> **Data**:
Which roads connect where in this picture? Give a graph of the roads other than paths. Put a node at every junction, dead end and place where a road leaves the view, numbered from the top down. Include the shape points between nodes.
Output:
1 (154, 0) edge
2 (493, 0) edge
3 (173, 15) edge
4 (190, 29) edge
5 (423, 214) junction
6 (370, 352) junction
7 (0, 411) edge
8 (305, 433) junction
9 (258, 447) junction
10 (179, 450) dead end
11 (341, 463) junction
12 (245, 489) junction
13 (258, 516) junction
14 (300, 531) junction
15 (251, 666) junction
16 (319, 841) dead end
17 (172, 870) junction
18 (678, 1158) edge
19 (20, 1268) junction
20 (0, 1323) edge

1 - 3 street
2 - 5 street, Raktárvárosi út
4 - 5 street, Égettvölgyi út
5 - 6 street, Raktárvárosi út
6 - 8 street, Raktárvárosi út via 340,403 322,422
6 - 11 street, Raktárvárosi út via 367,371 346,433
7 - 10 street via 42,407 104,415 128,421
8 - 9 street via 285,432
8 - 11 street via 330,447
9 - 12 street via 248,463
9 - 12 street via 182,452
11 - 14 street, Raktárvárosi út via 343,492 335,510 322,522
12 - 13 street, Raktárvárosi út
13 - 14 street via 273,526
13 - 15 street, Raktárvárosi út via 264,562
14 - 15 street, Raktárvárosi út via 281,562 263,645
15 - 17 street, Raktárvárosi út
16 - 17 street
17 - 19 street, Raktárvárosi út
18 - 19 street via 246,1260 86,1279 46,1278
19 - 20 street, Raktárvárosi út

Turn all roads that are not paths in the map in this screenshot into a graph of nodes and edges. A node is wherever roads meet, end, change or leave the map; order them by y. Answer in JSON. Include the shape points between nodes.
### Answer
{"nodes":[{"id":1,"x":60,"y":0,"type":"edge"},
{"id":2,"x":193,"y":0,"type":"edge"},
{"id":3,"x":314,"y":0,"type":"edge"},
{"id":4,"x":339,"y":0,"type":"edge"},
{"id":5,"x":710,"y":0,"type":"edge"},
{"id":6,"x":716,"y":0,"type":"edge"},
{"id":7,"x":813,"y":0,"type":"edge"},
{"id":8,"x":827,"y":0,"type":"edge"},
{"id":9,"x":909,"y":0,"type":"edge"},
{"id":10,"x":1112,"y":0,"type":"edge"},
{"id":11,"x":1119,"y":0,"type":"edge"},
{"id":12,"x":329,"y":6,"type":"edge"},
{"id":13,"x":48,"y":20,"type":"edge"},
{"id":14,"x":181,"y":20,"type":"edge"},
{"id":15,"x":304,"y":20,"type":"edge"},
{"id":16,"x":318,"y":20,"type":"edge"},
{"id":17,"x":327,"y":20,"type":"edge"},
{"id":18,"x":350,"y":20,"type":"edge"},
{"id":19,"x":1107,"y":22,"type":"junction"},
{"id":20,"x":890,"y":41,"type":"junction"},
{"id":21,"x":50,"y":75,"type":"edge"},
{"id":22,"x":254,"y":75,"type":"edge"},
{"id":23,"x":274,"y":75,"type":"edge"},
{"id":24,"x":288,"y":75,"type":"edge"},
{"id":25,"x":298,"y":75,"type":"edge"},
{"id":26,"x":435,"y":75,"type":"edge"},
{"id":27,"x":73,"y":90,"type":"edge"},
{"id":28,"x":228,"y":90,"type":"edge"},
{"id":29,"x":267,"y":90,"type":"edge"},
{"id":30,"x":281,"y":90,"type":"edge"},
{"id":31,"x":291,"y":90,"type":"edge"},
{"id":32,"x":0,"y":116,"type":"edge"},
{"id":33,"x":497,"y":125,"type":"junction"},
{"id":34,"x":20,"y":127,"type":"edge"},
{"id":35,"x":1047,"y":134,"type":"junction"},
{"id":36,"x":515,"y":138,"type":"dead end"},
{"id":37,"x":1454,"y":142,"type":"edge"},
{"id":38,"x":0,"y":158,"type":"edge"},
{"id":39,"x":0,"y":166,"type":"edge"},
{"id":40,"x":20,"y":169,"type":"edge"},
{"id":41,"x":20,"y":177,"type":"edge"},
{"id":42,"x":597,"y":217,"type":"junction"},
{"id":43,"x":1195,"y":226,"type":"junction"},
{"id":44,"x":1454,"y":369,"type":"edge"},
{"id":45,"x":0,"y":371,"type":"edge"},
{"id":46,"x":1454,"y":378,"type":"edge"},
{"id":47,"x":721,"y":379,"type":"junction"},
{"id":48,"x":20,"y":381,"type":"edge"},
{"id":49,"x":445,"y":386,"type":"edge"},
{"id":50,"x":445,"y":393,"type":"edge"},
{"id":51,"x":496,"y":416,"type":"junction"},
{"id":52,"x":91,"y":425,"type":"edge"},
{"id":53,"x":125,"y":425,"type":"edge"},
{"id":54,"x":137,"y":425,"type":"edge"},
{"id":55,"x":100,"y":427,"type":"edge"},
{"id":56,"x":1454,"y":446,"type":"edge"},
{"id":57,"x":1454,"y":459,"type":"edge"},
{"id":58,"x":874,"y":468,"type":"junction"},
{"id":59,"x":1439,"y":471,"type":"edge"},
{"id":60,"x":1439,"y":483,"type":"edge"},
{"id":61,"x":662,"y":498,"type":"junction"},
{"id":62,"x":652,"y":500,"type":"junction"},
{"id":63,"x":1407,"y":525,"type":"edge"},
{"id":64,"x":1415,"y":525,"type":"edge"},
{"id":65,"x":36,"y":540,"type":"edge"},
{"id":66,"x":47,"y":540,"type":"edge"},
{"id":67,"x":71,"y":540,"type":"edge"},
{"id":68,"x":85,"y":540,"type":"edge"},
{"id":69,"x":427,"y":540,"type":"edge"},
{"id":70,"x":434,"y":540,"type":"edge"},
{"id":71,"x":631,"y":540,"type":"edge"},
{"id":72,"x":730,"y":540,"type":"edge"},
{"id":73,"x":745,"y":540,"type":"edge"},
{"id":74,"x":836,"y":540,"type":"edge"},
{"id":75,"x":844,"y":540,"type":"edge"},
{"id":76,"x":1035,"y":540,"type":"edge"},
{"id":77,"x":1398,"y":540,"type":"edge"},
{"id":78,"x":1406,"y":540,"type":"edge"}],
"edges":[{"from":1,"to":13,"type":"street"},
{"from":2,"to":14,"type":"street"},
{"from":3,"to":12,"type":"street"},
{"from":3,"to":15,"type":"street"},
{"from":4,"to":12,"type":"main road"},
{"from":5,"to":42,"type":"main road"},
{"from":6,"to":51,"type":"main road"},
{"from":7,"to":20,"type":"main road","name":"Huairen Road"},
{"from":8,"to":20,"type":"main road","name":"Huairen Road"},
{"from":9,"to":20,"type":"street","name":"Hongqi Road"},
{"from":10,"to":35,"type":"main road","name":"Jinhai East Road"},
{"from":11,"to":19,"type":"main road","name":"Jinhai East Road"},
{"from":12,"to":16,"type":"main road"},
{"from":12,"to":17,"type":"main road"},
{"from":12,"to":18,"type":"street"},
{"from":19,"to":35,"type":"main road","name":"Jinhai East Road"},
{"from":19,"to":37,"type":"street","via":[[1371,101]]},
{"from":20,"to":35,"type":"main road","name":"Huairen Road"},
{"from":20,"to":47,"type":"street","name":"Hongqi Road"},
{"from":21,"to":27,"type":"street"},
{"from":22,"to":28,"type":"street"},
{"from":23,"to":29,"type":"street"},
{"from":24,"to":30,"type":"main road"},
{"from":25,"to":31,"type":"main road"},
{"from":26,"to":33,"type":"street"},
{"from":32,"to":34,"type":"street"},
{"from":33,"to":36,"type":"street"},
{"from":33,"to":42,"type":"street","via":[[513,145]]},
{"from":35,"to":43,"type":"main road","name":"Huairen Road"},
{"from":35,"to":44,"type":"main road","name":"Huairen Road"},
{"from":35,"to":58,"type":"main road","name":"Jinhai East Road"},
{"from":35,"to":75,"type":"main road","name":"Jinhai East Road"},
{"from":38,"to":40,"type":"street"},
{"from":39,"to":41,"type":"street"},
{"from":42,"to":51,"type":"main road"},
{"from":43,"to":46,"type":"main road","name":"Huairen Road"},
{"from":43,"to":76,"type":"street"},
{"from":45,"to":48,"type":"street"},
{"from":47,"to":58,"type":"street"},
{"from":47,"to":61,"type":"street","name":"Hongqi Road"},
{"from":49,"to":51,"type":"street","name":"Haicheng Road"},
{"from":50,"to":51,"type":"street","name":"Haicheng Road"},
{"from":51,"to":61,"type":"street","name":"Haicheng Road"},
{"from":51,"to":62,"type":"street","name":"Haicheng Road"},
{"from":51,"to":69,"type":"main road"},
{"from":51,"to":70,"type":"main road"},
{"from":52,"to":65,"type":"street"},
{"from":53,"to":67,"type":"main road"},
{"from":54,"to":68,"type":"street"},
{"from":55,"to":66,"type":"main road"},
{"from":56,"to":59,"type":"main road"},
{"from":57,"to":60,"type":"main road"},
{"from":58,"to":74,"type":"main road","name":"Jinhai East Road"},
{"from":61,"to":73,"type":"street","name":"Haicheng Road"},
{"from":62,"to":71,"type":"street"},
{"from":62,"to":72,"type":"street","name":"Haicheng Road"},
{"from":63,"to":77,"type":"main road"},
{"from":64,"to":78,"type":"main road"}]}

> **Exercise aim**:
Report every line in the data that holds "shape", copying each one.

> **Your solution**:
Which roads connect where in this picture? Give a graph of the roads other than paths. Put a node at every junction, dead end and place where a road leaves the view, numbered from the top down. Include the shape points between nodes.
Turn all roads that are not paths in the map in this screenshot into a graph of nodes and edges. A node is wherever roads meet, end, change or leave the map; order them by y. Answer in JSON. Include the shape points between nodes.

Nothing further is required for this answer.